Start of Source material

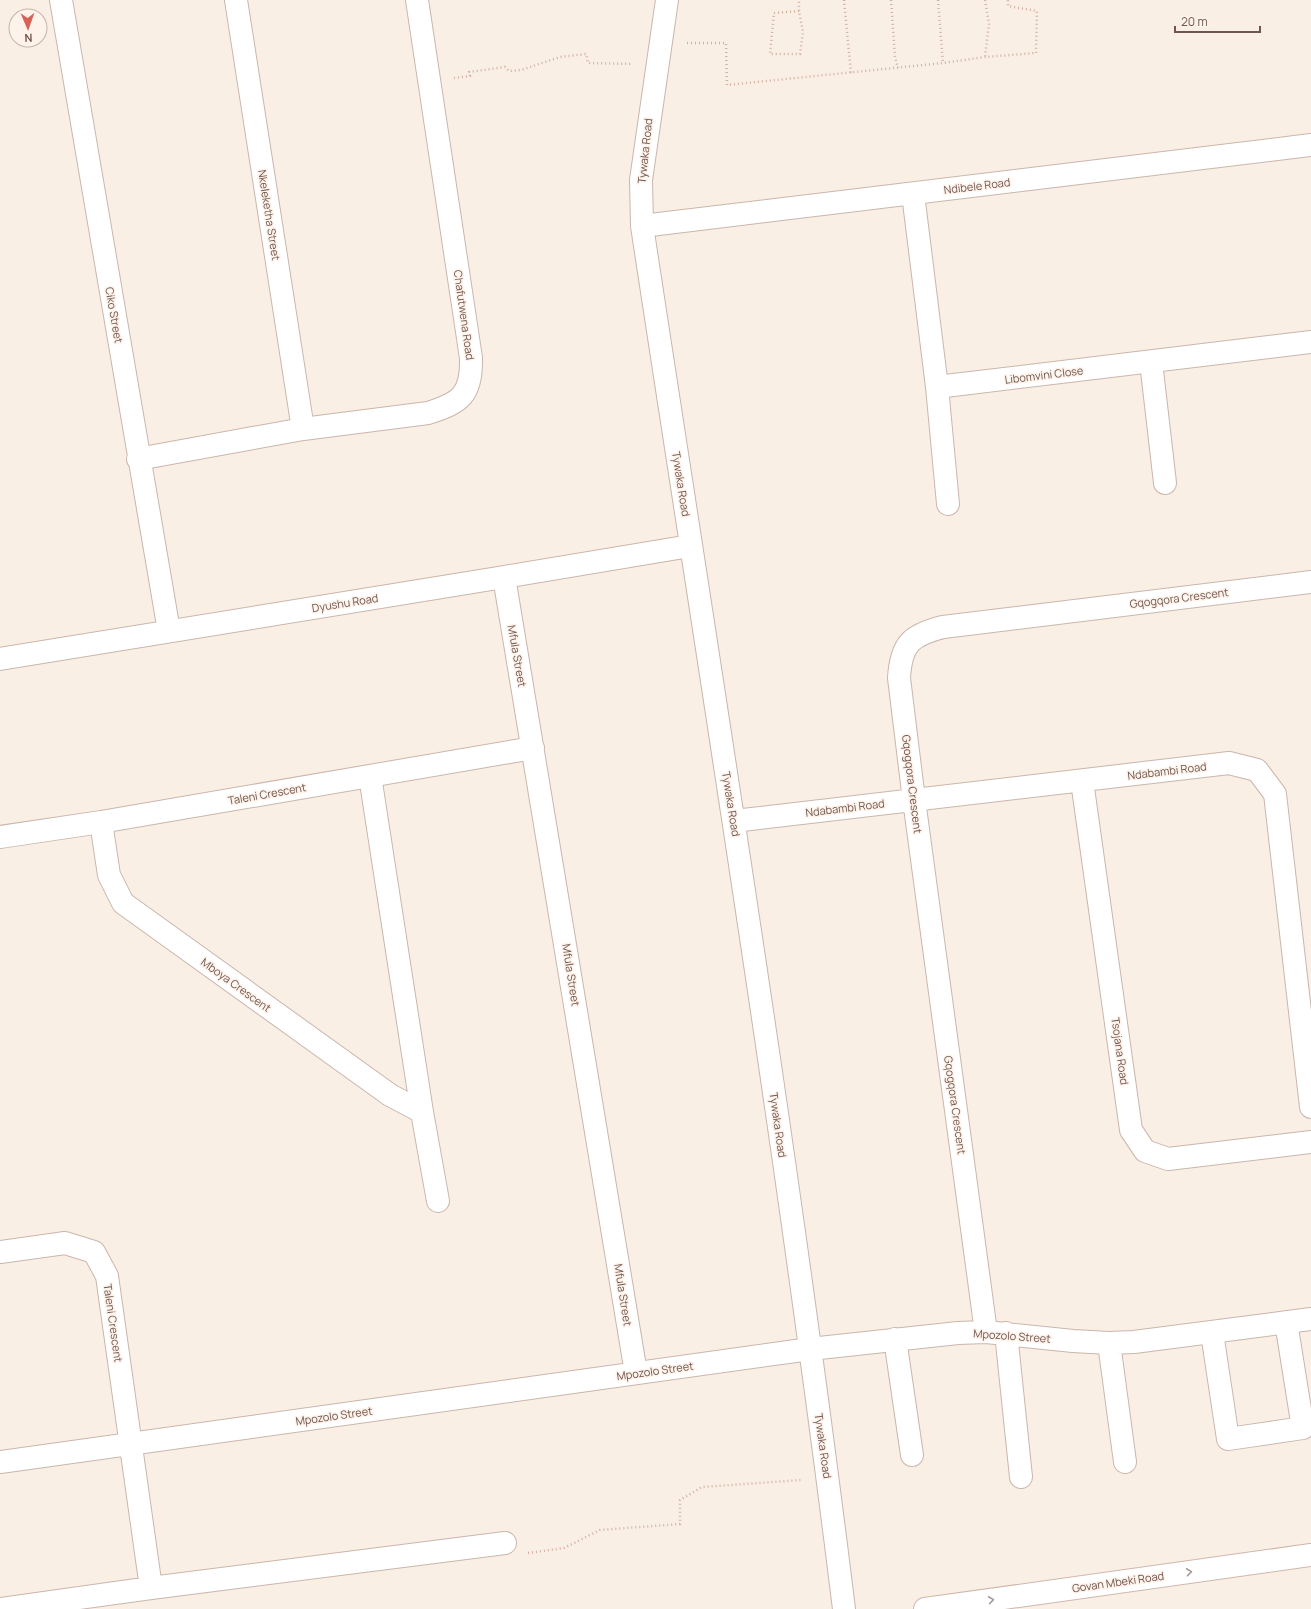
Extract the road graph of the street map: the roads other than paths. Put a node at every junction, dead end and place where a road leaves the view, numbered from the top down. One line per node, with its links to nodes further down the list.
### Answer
1 (61, 0): 12 (street, Ciko Street)
2 (236, 0): 11 (street, Nkeleketha Street)
3 (417, 0): 11 (street, Chafutwena Road)
4 (667, 0): 7 (street, Tywaka Road)
5 (1311, 145): 6 (street, Ndibele Road)
6 (913, 194): 7 (street, Ndibele Road); 10 (street)
7 (642, 226): 15 (street, Tywaka Road)
8 (1311, 342): 9 (street, Libomvini Close)
9 (1151, 362): 10 (street, Libomvini Close); 13 (street)
10 (937, 387): 14 (street)
11 (303, 429): 12 (street, Chafutwena Road)
12 (138, 459): 18 (street, Ciko Street)
13 (1165, 483)
14 (948, 504)
15 (690, 546): 16 (street, Dyushu Road); 24 (street, Tywaka Road)
16 (504, 578): 18 (street, Dyushu Road); 20 (street, Mfula Street)
17 (1311, 582): 23 (street, Gqogqora Crescent)
18 (169, 630): 19 (street, Dyushu Road)
19 (0, 658)
20 (533, 748): 21 (street, Taleni Crescent); 39 (street, Mfula Street)
21 (370, 776): 25 (street, Taleni Crescent); 28 (street)
22 (1082, 781): 23 (street, Ndabambi Road); 27 (street, Ndabambi Road); 29 (street, Tsojana Road)
23 (914, 800): 24 (street, Ndabambi Road); 34 (street, Gqogqora Crescent)
24 (734, 821): 38 (street, Tywaka Road)
25 (101, 822): 26 (street, Taleni Crescent); 28 (street, Mboya Crescent)
26 (0, 837)
27 (1311, 1107)
28 (422, 1112): 30 (street)
29 (1311, 1142)
30 (438, 1201)
31 (0, 1252): 40 (street, Taleni Crescent)
32 (1311, 1319): 33 (street, Mpozolo Street)
33 (1286, 1322): 35 (street, Mpozolo Street); 35 (street)
34 (996, 1332): 36 (street, Mpozolo Street); 37 (street, Mpozolo Street); 44 (street, Gqogqora Crescent)
35 (1212, 1333): 37 (street, Mpozolo Street)
36 (896, 1340): 38 (street, Mpozolo Street); 41 (street)
37 (1109, 1343): 43 (street)
38 (810, 1349): 39 (street, Mpozolo Street); 49 (street, Tywaka Road)
39 (636, 1373): 40 (street, Mpozolo Street)
40 (131, 1445): 42 (street, Mpozolo Street); 47 (street, Taleni Crescent)
41 (912, 1454)
42 (0, 1462)
43 (1124, 1462)
44 (1021, 1477)
45 (505, 1542): 47 (street)
46 (1311, 1555): 50 (street, Govan Mbeki Road, one-way to 46)
47 (151, 1588): 48 (street)
48 (0, 1609)
49 (844, 1609)
50 (925, 1609)

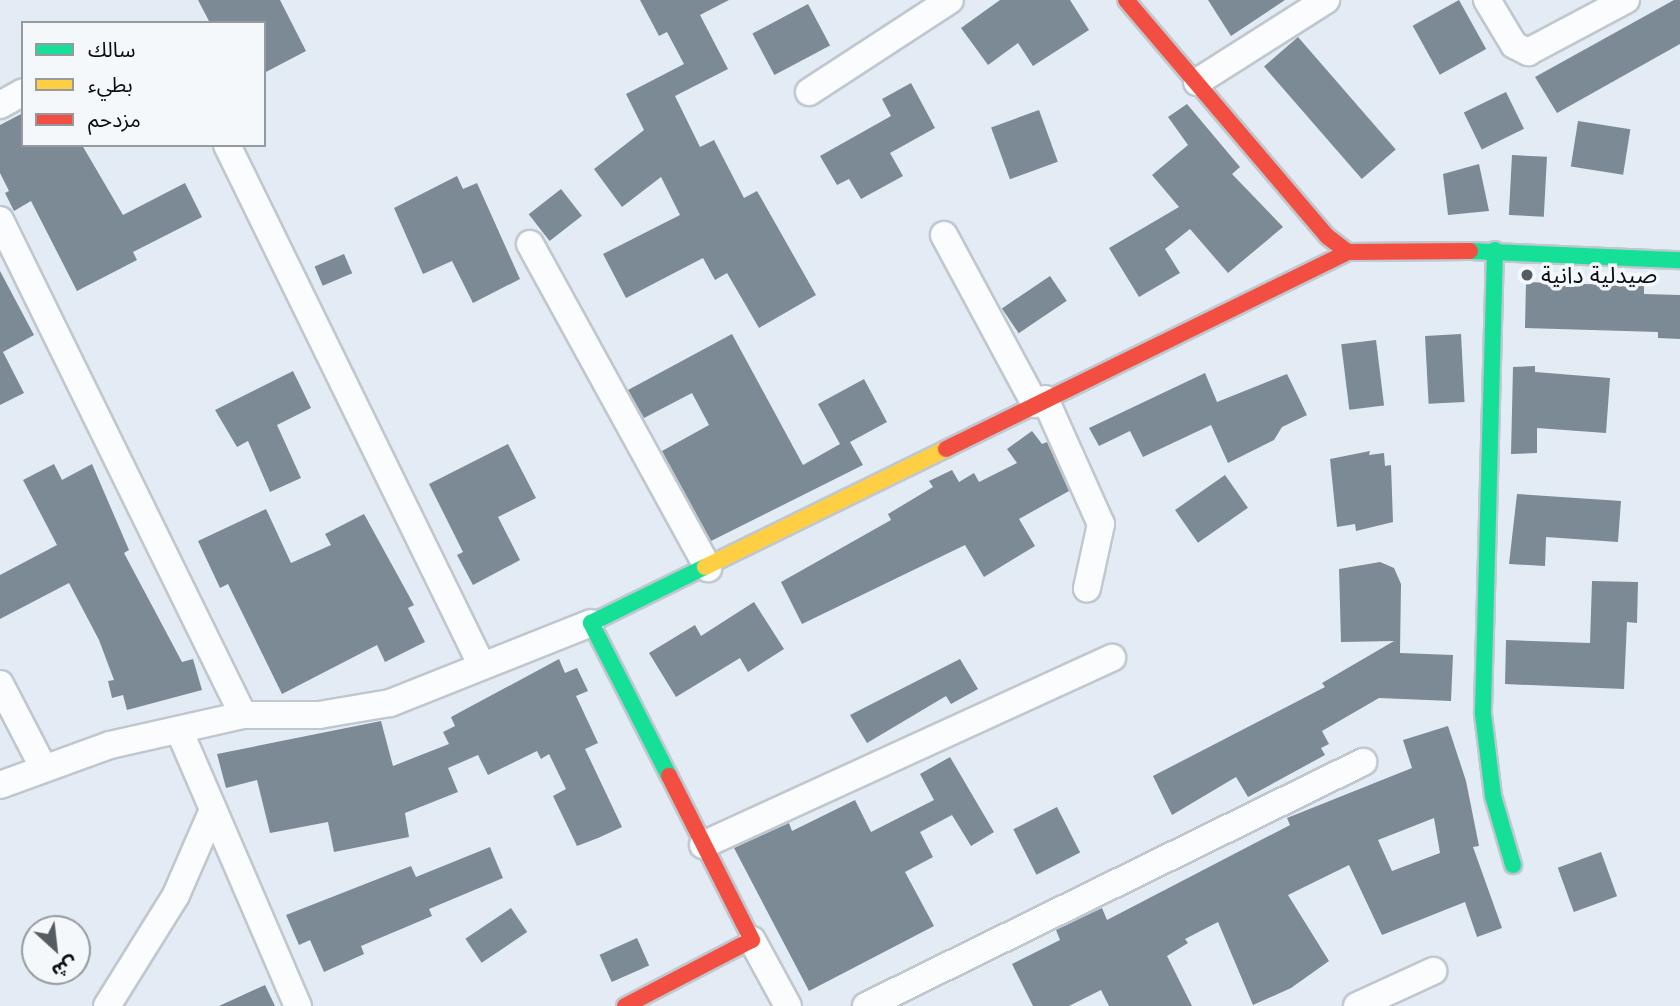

End of Source material

● **Task requirements**
Please report the number of lines in the data that include "Ciko", with no other words.

● **Response**
2